## What to work on
Check each line of the data below for the word "Marldale". How many lines have it? Answer with the number alone.

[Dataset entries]
_ _ _ _

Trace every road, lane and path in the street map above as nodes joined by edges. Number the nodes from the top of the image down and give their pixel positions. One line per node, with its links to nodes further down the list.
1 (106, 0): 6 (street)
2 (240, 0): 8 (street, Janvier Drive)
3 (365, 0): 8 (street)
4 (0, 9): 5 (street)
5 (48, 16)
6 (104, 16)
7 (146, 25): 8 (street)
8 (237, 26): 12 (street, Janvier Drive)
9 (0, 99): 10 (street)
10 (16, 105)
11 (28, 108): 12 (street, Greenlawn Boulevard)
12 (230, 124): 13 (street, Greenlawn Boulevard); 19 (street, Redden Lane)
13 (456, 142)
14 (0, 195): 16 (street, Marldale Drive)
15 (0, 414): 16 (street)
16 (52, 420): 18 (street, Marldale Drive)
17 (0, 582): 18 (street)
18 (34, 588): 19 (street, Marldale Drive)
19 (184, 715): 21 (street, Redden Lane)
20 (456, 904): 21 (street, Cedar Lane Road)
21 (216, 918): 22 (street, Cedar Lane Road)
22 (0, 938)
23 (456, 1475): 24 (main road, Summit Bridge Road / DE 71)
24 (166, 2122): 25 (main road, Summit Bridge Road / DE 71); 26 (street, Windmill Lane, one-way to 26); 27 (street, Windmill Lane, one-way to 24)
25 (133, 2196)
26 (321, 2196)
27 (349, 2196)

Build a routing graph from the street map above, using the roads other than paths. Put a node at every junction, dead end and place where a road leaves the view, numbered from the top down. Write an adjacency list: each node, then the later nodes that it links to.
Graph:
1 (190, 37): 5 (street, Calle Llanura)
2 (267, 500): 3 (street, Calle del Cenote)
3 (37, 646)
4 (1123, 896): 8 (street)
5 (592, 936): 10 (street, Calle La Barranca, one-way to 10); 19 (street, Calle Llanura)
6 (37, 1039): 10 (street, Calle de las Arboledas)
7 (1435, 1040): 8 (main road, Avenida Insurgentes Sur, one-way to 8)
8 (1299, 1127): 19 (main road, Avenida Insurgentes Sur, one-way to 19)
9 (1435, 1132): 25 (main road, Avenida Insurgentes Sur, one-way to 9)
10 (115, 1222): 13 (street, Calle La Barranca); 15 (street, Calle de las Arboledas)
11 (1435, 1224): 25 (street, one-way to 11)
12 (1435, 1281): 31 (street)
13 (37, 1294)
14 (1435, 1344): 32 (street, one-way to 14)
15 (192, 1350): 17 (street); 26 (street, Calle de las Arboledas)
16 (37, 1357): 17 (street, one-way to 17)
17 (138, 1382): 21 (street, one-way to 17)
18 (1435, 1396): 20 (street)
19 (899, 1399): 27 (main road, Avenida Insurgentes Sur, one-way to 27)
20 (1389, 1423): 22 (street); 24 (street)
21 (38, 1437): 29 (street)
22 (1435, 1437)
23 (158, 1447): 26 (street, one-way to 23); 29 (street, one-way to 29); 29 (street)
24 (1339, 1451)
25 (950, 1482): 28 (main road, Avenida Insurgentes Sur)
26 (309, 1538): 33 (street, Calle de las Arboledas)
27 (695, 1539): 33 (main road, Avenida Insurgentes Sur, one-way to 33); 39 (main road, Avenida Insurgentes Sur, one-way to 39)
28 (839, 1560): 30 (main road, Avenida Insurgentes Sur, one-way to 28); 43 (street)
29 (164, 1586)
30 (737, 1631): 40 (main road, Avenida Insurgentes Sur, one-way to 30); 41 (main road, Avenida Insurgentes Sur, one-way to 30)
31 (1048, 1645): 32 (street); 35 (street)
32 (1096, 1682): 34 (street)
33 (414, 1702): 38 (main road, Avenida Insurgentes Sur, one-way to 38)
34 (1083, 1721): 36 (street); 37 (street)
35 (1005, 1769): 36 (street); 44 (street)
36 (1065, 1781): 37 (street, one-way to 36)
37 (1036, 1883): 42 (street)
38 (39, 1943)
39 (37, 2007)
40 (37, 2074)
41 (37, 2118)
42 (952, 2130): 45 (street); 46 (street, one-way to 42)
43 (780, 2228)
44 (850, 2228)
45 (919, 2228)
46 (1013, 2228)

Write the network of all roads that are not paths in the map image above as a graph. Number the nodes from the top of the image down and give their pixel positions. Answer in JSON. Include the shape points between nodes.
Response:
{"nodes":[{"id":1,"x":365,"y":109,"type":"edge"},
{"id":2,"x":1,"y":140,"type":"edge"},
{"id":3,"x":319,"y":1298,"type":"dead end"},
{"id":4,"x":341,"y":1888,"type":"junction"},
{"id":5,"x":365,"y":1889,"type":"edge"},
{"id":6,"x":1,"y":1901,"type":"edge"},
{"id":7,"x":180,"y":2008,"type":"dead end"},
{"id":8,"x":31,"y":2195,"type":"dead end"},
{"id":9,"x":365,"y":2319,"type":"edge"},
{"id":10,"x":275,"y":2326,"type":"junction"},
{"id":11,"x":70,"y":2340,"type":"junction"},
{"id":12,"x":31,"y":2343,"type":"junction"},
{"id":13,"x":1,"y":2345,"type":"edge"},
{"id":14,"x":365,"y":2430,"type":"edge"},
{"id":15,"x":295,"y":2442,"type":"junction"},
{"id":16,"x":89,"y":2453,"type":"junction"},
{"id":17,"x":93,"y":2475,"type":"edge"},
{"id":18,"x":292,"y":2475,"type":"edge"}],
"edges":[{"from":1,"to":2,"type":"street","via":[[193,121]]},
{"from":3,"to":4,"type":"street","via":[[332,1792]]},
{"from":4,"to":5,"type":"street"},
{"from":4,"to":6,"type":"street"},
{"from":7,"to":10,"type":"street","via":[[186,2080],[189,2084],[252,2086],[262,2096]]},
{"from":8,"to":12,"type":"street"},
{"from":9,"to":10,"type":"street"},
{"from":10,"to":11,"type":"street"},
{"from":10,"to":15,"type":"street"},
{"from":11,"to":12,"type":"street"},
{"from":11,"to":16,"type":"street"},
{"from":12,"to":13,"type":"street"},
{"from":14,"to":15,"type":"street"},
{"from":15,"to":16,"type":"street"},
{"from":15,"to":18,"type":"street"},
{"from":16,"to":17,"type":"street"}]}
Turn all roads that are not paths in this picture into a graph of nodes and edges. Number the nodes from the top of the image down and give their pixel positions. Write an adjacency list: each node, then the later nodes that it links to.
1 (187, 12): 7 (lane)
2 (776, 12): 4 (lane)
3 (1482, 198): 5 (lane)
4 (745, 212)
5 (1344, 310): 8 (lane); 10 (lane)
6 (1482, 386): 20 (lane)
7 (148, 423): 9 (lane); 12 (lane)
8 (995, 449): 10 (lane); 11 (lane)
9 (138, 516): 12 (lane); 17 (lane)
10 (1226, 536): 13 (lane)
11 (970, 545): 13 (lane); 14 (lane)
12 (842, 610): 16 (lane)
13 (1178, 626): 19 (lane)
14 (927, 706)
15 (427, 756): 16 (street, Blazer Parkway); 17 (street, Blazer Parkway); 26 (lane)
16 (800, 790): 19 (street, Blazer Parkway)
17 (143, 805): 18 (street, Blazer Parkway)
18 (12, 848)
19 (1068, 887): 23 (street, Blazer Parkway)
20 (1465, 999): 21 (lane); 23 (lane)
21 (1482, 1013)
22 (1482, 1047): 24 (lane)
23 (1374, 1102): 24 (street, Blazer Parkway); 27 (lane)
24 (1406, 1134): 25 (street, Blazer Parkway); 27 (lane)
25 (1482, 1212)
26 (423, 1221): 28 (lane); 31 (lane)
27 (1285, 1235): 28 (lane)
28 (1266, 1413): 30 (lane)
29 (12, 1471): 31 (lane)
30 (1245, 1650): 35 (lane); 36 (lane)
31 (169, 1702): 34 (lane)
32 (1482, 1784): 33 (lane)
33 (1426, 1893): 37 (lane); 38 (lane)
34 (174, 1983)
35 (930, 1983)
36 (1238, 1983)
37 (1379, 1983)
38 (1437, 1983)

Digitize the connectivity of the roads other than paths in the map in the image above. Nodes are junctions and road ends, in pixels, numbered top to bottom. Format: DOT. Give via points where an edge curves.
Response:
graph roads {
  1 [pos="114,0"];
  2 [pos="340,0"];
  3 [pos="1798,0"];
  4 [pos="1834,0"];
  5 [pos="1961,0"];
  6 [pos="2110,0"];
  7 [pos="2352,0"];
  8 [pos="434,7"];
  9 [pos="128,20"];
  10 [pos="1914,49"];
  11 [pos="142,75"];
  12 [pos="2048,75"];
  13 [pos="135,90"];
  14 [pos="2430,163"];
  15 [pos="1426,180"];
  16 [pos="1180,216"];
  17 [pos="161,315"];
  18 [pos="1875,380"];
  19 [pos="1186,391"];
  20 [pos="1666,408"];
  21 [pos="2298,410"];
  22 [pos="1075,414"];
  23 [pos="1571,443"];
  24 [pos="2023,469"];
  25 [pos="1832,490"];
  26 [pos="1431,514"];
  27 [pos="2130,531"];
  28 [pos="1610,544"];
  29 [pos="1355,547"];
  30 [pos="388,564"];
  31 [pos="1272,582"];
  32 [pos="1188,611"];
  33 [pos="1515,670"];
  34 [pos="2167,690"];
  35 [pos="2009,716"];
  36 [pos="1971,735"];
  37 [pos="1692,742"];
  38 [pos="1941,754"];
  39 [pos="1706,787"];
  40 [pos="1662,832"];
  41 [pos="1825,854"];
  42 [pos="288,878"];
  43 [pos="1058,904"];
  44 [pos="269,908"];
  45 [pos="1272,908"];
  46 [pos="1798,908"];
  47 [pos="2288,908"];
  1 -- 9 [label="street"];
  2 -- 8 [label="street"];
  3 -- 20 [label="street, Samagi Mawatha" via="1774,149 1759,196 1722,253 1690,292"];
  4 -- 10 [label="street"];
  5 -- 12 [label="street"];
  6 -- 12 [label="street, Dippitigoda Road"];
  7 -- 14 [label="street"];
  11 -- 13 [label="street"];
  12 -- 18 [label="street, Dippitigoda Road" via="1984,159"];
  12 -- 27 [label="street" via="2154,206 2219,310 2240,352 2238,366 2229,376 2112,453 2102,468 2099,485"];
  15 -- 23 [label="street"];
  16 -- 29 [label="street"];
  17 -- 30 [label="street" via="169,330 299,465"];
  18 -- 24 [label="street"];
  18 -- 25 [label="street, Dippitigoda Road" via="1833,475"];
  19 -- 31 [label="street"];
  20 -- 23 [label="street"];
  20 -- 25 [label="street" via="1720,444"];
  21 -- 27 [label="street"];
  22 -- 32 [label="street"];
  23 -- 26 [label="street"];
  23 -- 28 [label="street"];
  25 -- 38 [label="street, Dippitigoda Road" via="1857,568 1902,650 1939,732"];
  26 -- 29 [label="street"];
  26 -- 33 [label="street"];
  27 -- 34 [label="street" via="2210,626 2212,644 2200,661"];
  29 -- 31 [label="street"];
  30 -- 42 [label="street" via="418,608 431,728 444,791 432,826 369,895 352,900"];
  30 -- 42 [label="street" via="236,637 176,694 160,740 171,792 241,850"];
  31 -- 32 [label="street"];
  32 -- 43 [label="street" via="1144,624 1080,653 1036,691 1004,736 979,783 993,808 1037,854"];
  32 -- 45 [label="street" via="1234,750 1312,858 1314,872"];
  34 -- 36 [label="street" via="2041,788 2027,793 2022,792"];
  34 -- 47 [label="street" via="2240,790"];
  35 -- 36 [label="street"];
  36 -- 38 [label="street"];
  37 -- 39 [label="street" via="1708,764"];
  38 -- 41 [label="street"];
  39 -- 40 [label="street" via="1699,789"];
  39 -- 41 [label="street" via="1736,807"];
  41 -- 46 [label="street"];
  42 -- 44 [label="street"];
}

_ _ _ _

## Output below
3